For many imbibers, peat smoke is a key flavor in whisky and for others it may be the reason they don’t drink whisky. While few whiskies are actually noticeably peaty, peatiness, or smokiness, has become one of the best-known characteristics of Scotch whisky, and it’s through this smoke character that distilleries try to define themselves.

Traditionally, the more peated the barley, the higher the phenol levels in the spirit, and the smokier the whisky will taste. Peatiness is measured in PPM, or phenol parts per million.

The new AnCnoc whiskys display their PPM level on their labels, allowing the drinker to select an expression with a level of smokiness to their liking.

I have to admit, I am not much of a fan of such extreme smokey expressions as Ardberg, Bowmore, Caol Ila, Lagavulin, Laphroig and Talikser. I still recall my first sample of Caol Ila, which suggested licking a newly tarred road. No, personally I favor fruity, floral, sweetish whiskies from the Highlands and the Speyside whisky regions.

Playing with the character of their spirits seems to have become de regueur for some producers in recent years. I believe in marketing terms, they’re considered brand extensions.

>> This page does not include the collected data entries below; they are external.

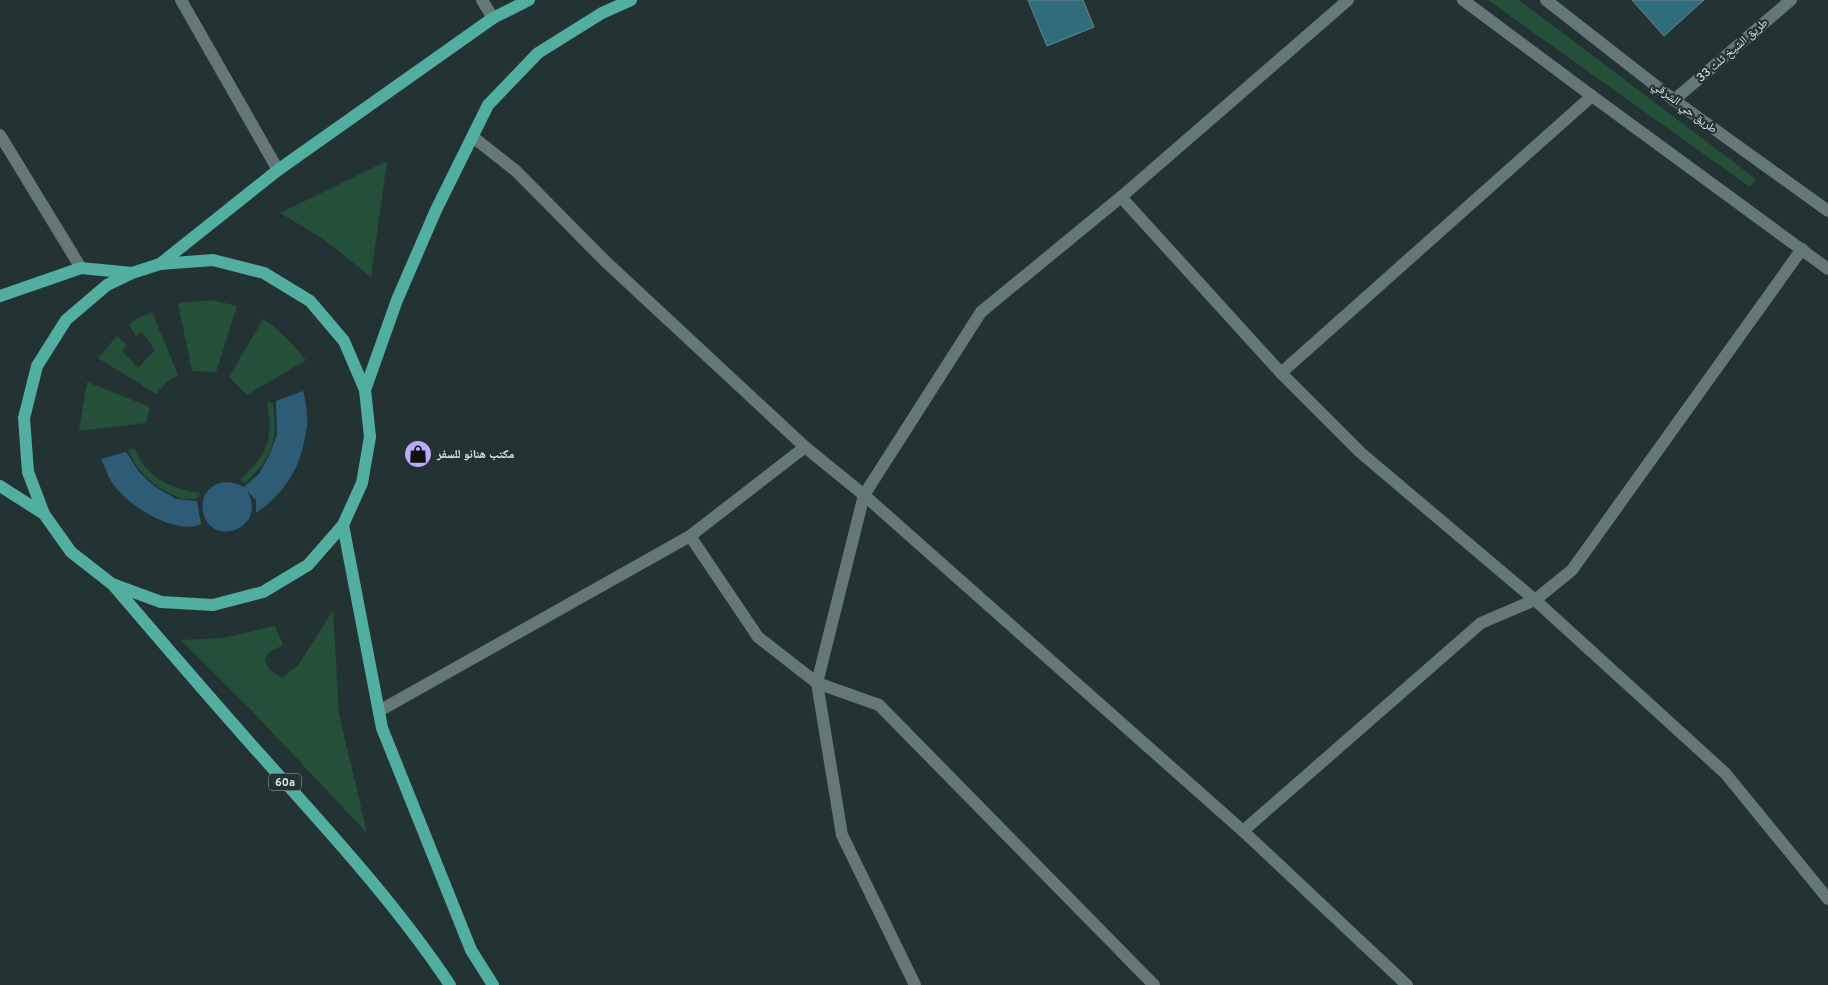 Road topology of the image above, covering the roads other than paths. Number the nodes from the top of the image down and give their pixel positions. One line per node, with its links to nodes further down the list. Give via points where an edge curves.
1 (181, 0): 14 (street)
2 (482, 0): 9 (street)
3 (529, 0): 9 (main road)
4 (631, 0): 13 (main road, via 602,13 538,53 488,105)
5 (1348, 0): 15 (street)
6 (1463, 0): 10 (street)
7 (1546, 0): 11 (street, طريق حي الشرقي)
8 (1791, 0): 11 (street, طريق الشيخ ثلث 33)
9 (494, 18): 14 (main road)
10 (1592, 96): 17 (street); 23 (street)
11 (1674, 100): 16 (street, طريق حي الشرقي)
12 (0, 135): 19 (street)
13 (473, 137): 24 (main road, via 396,300); 25 (street, via 516,171 605,261)
14 (278, 170): 18 (main road)
15 (1121, 197): 23 (street); 27 (street, via 982,312)
16 (1828, 211)
17 (1802, 250): 20 (street); 32 (street, via 1572,570)
18 (160, 264): 21 (main road); 24 (main road, via 213,260 264,273 310,301 344,341)
19 (80, 268): 21 (main road); 22 (main road)
20 (1828, 269)
21 (132, 272): 28 (main road, via 107,285 66,320 37,366 24,418 28,472)
22 (0, 296)
23 (1281, 373): 32 (street, via 1361,453)
24 (365, 390): 29 (main road, via 370,437 362,483)
25 (805, 447): 27 (street); 30 (street)
26 (0, 486): 28 (main road)
27 (864, 495): 33 (street); 35 (street)
28 (44, 514): 31 (main road, via 71,552)
29 (343, 525): 31 (main road, via 308,565 264,592 213,605 161,602); 34 (main road)
30 (690, 536): 33 (street, via 758,637); 34 (street)
31 (112, 584): 37 (main road, 60a, via 350,854 425,948)
32 (1535, 600): 35 (street, via 1482,623); 36 (street, via 1725,773)
33 (816, 683): 39 (street, via 842,835); 40 (street, via 879,705)
34 (379, 711): 38 (main road, via 382,728 471,950)
35 (1243, 830): 41 (street)
36 (1828, 899)
37 (450, 985)
38 (493, 985)
39 (914, 985)
40 (1154, 985)
41 (1407, 985)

But, I’m always game to try something new.

Flaughter

Flaughter

Rutter

Rutter

AnCnoc Rutter, the first release in the collection, is named for the spade used in sizing and separating peat blocks. Peated to a PPM of 11, this golden-hued whisky initially reeks of burnt wood and earth and then gives way to delicate spices, sweet tones, tropical fruit-like esters, notes of minerals and a hint of vanilla. It’s quite drinkable.

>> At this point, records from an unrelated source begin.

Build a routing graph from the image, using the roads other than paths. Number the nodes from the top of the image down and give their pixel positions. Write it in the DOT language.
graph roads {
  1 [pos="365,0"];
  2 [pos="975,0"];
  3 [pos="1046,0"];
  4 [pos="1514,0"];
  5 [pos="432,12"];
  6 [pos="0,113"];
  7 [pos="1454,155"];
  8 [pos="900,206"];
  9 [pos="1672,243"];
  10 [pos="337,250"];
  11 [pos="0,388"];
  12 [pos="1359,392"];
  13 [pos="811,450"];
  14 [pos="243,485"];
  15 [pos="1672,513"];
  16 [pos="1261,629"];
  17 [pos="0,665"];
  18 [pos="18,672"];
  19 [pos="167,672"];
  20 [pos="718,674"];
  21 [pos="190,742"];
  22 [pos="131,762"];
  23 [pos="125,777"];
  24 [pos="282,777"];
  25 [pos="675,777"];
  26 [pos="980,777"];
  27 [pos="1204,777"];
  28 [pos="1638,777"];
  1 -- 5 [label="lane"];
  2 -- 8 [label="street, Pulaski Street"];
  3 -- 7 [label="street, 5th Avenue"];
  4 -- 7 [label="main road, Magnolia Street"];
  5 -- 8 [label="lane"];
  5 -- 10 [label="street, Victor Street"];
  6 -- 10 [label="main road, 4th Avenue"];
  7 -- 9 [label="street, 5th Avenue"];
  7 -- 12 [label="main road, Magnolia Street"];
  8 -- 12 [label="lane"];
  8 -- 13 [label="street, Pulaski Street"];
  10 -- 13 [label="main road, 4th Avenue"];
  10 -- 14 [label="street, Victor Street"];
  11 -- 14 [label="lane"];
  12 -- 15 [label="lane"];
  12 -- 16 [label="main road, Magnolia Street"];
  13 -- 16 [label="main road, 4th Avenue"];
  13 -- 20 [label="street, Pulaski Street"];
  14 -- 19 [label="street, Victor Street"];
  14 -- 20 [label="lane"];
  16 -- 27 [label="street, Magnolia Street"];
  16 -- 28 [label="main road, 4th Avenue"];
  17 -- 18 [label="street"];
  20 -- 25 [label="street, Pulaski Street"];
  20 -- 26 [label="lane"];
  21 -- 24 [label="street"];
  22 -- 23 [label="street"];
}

anCnoc Flaughter (pronounced FLAH-ter) is named for the spade used to remove the top layer of peat. Peated to a PPM of 14.8, the pale gold, whisky offers up aromas and flavors of ash mixed with sweet melon notes, hints of vanilla oak and a long-spicy finish. Despite its higher PPM, this seems a more mellow whisky that its companion expression.

The AnCnoc Tushkar is said to be the most peated ot the trio, at 15 ppm, but was not available for tasting.

Both Rutter and Flaugher currently are available at U.S. spirits retailers with a suggested retail price of $85 for a 750 ml bottle.

I have tasted the smoke and I like it.